This evergreen all-rounder made his Le Mans debut in a Daytona but has mixed feelings about its worth as a racing car…
“I first drove the JCB Daytona in the 1973 Le Mans four-hour race, sharing with Neil Corner. Earlier on I’d tested the car at Monza and almost wrote it off after I’d committed myself to a fast left-hander only to discover a Ford Escort’s exhaust system – from the manifold back – lying on the racing line. Smack! The Daytona was a heavy old thing – very much a road car, so quite physical. Actually it was hard work. We’d been fortunate to start the four-hour race as the clutch had disintegrated big time in practice. It was only after I’d bribed a factory Ferrari mechanic to change it that we were able to get going. He did it – including taking out the gearbox – in 50 minutes and we finished the race [in sixth overall].

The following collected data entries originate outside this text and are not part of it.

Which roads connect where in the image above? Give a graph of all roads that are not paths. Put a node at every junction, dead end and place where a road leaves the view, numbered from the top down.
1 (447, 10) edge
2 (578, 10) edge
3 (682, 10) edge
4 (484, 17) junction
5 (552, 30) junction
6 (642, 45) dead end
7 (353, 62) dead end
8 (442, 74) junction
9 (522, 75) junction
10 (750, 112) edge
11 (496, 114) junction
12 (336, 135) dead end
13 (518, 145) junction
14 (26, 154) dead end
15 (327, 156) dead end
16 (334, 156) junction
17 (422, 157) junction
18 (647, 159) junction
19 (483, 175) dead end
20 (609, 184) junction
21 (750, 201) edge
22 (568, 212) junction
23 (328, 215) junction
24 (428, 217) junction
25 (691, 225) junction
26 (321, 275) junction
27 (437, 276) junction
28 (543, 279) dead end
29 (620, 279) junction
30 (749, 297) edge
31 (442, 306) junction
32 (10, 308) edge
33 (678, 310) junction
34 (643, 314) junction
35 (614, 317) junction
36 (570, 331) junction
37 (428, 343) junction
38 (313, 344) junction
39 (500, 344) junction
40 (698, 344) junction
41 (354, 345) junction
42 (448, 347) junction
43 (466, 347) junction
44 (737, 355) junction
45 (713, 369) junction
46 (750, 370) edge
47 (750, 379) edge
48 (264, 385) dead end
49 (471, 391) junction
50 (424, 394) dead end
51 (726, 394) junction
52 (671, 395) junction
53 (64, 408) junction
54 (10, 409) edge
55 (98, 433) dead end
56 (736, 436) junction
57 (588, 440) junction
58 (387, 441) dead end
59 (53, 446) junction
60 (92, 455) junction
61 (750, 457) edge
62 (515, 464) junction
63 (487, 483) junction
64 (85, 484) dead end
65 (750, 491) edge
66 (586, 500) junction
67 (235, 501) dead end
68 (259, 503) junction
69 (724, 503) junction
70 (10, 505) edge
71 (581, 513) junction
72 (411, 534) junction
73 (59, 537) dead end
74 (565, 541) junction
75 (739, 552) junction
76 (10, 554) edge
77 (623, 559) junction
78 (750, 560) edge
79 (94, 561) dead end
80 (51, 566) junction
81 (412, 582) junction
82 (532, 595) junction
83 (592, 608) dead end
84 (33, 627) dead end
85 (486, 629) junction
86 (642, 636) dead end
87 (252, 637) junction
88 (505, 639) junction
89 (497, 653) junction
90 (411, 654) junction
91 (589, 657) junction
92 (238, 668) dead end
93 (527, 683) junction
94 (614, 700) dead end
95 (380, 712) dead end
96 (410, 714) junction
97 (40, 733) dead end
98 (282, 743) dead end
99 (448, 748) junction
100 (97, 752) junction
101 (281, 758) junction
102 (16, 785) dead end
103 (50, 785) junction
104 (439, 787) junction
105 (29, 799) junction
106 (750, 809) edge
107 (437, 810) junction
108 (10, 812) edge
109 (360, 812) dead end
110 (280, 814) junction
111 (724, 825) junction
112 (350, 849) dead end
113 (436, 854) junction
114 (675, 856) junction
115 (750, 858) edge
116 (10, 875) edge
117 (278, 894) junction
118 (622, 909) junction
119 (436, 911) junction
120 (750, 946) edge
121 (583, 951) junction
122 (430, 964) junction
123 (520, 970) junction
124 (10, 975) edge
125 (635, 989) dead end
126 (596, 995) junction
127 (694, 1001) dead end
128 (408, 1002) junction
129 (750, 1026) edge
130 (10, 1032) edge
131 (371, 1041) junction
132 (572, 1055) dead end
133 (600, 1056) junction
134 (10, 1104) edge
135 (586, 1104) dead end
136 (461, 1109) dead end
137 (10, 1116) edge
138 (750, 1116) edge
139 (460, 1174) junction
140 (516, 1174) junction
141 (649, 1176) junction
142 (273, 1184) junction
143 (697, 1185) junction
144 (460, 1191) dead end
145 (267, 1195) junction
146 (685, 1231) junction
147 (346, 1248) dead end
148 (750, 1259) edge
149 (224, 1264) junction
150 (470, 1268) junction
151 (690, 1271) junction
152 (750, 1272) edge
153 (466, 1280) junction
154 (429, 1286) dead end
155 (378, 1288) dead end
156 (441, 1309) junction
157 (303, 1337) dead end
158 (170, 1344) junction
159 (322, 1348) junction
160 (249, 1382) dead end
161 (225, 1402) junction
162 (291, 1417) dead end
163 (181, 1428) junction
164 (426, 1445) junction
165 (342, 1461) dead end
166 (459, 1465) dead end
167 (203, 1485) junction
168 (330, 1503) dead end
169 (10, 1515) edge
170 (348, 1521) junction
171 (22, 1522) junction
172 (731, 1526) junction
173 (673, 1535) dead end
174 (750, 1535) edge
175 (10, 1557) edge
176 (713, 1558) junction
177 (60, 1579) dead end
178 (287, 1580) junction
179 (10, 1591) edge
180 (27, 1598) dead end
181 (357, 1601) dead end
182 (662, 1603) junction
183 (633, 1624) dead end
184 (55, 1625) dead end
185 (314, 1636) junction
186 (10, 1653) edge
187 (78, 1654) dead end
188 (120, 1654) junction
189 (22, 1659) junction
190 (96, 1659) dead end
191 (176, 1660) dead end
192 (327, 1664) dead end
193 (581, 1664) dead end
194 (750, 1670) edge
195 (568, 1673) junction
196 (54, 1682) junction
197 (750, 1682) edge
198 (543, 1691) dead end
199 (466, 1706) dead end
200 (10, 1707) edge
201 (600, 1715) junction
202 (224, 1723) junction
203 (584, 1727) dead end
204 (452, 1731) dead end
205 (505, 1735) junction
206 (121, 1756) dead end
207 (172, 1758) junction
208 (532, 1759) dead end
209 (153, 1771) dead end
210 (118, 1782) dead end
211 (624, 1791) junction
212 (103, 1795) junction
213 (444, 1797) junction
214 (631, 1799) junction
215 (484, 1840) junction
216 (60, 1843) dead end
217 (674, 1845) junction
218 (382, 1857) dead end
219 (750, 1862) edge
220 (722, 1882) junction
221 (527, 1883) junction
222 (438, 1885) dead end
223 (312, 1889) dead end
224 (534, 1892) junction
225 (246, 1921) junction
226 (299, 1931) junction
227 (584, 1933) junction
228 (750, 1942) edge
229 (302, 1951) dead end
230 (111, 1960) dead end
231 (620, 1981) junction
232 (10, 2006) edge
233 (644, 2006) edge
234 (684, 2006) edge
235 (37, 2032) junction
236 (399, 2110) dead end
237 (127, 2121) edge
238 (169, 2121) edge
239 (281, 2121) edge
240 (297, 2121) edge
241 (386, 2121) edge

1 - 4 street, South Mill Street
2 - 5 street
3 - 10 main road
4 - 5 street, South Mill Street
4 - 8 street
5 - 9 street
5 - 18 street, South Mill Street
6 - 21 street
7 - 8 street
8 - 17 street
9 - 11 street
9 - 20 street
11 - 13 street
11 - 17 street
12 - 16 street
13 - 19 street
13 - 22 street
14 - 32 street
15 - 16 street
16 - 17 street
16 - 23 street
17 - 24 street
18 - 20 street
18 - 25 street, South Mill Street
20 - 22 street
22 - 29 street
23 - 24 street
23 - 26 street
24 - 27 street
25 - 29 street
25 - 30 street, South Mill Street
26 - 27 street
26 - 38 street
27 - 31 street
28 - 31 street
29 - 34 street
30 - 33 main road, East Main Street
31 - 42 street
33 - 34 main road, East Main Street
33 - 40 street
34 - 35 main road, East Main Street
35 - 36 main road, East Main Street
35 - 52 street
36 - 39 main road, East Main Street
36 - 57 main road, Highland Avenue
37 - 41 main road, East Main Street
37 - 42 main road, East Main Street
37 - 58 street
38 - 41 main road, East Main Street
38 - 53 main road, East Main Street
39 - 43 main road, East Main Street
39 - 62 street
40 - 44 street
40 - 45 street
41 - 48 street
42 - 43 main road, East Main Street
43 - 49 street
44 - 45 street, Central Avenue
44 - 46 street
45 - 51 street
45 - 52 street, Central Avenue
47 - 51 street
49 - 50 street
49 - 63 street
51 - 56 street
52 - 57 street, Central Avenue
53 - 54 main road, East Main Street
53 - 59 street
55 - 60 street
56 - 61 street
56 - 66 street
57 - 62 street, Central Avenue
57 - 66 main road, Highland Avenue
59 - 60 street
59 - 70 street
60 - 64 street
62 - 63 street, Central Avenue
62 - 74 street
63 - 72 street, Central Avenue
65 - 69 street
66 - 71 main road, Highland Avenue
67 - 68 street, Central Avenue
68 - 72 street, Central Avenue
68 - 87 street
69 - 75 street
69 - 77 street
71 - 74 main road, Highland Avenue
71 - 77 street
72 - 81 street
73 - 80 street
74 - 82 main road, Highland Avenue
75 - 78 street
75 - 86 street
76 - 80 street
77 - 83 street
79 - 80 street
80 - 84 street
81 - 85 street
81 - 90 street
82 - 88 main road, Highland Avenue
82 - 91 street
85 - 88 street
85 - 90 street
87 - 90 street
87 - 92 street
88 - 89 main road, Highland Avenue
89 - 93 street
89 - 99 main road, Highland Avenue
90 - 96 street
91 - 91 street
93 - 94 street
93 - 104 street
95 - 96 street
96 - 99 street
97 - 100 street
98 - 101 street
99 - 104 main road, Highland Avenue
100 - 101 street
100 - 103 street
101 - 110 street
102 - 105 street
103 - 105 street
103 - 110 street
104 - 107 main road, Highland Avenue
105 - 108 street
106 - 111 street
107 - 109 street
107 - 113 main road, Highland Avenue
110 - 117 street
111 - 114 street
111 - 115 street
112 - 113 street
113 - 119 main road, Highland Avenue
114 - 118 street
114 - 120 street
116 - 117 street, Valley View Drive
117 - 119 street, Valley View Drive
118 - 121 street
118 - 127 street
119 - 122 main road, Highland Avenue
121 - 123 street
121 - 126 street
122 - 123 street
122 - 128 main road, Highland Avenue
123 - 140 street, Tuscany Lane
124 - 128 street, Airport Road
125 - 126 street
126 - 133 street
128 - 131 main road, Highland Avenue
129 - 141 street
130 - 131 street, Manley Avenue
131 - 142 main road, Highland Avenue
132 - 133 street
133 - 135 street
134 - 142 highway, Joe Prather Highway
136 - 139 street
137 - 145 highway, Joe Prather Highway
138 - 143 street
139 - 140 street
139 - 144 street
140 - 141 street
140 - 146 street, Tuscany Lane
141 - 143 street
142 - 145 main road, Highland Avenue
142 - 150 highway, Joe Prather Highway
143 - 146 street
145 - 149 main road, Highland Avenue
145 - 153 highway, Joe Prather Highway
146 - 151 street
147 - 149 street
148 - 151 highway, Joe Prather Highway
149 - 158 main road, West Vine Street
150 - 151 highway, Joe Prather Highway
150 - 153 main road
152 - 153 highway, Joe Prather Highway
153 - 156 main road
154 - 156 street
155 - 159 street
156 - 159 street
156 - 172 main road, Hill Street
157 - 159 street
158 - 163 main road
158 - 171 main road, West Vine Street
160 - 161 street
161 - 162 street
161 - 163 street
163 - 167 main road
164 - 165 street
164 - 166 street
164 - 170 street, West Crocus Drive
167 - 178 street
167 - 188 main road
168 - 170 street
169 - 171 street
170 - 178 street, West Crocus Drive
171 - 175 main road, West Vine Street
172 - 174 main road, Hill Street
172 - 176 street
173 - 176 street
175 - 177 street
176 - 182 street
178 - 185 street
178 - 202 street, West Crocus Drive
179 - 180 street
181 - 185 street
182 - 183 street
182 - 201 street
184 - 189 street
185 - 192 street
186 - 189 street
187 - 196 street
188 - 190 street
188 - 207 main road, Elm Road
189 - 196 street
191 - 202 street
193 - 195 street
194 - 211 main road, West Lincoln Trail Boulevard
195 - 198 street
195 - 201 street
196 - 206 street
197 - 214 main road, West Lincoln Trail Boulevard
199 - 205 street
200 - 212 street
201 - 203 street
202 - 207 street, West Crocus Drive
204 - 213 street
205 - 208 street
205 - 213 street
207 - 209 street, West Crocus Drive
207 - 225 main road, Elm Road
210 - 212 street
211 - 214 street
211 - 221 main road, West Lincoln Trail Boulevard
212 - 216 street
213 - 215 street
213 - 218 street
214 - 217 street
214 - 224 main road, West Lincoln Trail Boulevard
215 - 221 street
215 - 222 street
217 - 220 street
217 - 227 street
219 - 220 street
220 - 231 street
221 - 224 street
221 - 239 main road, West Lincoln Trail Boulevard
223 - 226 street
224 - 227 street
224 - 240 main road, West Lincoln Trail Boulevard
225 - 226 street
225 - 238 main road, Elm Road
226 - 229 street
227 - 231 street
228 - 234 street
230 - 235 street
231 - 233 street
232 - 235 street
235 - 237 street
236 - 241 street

“I did the main 24 Hours that year, again with Neil, and remember the car suffering from a stability issue. In profile, air would go over the roof and curl downwards underneath the tail, lifting it off the ground. I recall the Pozzi entry having a huge aerofoil slung under the axle line to get some downforce. What was amazing, where the Daytona excelled, was how it behaved under braking. We could outbrake Chevrons and the like. Unfortunately we were out past half-distance when the gearbox caught fire.
“My abiding memory, though, is of the support race. It was for historic cars and I was driving a Jaguar D-type. It was quick enough to qualify for the 24 Hours and, with the right tyres, it would probably have been right up there with the Daytona.”